State of symbolic shapes: Jul 29, 2023 edition
Previous update: State of symbolic shapes branch - #63 by ezyang
Executive summary
- Data dependent shape support in Inductor. I got an end to end PoC of a pointwise and then reduction with hacks working in Inductor: gist:1293a41299604c44310341b7540eabcb · GitHub The main gaps: (1) optional optimizations failing to retrieve hints (Triton size hints (pick 8192 to prevent the block size from shrinking), multiple of 16 hints (pick something not multiple of 16), 32-bit indexing), (3) buffer reuse (key’ing on the str rep is fine, use sympy_str), (4) updating wrapper codegen to create bindings to i0 variables. In general, it seems it’s pretty useful to have accurate maximum size information, for which ValueRanges is an incomplete fix because we don’t support symbols (s0) in bounds. Another trick we plan to implement is a special irrefutable guard, where if we guard on an unbacked symint, we instead just assume it is True and add a runtime assertion. One question is whether or not we always can get dynamic shapes working no matter what.
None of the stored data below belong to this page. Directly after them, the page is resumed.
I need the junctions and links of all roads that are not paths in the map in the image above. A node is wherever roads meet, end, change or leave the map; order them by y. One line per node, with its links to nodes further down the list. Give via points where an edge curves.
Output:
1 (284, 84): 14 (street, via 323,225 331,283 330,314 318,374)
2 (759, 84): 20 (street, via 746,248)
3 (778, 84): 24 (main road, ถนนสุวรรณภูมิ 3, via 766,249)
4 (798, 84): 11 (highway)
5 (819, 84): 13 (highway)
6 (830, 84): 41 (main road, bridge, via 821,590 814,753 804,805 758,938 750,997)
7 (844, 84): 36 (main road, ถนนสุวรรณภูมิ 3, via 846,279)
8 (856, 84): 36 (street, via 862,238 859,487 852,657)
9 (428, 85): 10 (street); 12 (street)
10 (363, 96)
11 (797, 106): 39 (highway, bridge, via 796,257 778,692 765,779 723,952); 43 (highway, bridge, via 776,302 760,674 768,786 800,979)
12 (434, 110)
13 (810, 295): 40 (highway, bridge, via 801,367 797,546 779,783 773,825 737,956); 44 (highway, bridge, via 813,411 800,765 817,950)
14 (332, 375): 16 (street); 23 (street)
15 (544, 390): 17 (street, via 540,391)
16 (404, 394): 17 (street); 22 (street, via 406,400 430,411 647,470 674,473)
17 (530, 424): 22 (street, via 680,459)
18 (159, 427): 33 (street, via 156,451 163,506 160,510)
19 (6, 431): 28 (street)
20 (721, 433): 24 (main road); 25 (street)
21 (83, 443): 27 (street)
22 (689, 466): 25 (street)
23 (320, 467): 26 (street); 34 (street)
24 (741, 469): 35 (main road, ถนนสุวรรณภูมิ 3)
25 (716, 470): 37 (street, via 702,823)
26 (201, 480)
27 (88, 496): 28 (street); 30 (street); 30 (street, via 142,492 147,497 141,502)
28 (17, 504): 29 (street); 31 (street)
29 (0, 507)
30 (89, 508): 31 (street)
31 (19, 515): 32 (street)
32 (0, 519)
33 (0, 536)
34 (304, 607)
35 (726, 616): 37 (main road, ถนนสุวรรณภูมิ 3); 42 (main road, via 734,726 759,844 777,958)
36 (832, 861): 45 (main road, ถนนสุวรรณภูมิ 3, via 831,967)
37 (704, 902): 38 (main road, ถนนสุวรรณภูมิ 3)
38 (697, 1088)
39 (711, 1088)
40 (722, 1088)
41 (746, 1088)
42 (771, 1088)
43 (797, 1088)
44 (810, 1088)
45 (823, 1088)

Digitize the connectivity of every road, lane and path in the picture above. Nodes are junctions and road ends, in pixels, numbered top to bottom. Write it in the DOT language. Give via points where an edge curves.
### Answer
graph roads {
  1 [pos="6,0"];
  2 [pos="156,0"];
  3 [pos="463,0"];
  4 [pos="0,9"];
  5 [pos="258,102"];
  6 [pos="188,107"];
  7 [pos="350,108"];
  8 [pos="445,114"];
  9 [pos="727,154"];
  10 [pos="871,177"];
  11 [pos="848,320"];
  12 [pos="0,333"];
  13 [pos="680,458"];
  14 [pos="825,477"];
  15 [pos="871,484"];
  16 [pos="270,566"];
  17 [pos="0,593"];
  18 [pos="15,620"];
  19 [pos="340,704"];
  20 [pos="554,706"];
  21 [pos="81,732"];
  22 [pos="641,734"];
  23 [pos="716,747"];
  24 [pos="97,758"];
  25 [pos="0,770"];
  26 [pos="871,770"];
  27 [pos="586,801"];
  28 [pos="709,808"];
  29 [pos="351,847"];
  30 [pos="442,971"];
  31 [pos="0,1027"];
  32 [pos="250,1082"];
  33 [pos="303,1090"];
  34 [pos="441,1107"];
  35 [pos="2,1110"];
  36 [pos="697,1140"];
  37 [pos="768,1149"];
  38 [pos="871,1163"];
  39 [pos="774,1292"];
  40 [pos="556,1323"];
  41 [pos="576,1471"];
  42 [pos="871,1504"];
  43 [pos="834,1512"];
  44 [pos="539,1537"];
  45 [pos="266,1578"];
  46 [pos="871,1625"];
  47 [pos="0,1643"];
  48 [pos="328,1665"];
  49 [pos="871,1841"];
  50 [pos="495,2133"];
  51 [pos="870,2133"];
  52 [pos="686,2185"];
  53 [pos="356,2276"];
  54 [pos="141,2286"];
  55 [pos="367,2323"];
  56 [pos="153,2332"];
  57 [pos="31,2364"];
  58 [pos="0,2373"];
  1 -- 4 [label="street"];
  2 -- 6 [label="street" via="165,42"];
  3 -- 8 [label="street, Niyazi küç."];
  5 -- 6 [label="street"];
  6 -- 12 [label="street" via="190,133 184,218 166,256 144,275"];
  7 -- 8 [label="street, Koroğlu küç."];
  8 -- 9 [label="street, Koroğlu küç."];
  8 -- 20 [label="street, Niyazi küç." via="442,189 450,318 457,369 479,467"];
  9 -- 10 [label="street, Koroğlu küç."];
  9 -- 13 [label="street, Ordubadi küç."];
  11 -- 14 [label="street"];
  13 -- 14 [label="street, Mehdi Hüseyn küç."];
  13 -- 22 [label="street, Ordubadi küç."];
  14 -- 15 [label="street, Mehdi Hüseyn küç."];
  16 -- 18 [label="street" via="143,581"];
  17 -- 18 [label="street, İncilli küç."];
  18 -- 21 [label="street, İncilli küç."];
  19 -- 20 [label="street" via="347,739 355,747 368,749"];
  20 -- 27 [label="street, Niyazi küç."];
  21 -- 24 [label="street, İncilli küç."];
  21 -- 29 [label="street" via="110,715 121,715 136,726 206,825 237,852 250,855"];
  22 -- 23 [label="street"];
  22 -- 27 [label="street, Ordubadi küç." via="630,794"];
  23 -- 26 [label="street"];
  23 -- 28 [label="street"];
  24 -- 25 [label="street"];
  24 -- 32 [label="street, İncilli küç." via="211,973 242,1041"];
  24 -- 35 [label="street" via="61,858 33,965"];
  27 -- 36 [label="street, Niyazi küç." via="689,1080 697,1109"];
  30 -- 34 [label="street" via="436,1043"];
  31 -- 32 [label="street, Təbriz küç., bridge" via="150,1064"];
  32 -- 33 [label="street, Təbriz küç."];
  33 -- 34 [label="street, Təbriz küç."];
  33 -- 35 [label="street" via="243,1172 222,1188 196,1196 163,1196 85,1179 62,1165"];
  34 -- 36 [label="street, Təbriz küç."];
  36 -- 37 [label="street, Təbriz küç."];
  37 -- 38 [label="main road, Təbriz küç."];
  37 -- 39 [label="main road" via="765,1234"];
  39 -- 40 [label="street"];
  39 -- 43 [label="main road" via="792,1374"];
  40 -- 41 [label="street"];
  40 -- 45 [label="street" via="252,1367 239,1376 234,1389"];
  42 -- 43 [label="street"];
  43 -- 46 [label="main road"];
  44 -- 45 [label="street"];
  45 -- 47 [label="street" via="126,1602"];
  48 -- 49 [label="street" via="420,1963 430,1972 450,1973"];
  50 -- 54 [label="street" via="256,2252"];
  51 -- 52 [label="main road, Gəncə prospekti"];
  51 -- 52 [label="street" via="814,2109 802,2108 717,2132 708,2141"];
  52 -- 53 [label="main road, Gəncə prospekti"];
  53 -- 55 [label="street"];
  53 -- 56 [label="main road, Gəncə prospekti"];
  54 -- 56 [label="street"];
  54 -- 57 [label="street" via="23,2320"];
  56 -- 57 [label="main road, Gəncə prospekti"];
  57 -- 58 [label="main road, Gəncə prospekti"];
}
It seems that in Inductor, we usually can just turn off optimizations to avoid guards. So it seems we just need to get host-side torch.cond working to handle everything else. Some fixes for these are in: If we can’t statically prove 32-bit indexing OK, only add guard if hint exists, Provide a refined upper bound for nonzero when original numel is static
- An initial plan for KeyedJaggedTensor. After studying some of the models that use KJT and trying to get export working on them, here are some of the initial findings:
- You can remove the list of integers from KJT before tracing a model, which will cause the model to perform a data-dependent access to populate these integers as unbacked integers. However, when we try to use these integers to do a tensor_split, we immediately hit guards we cannot prove. The guards should be provable via sum(lengths) == values.shape[0] but our symbolic reasoning is not strong enough. These guards are for errors, so they should be bypassable by irrefutable guards (guards which, if they fail, imply you would have errored anyway. In this case you can convert the guard into a runtime test.) This is worth pursuing further. In any case, you expect to have 500 unbacked symints, symbolic reasoning must be fast enough to deal with it.
- If you don’t remove the list of integers, you need some way to prevent them from 0/1 specializing. In export, you can simply require every sparse feature be populated to size 2 and hope it generalizes to 0/1. In eager, we probably will just have to specialize KJT to treat these integers specially. Big benefit to this strategy is you’re not hard-blocked on guards on unbacked SymInts, since there’s always a hint; don’t need any sum(lengths) reasoning since guards are discharged by checking the underlying values. Cannot actually do this in export because export does not support SymInt inputs–I plan to fix this.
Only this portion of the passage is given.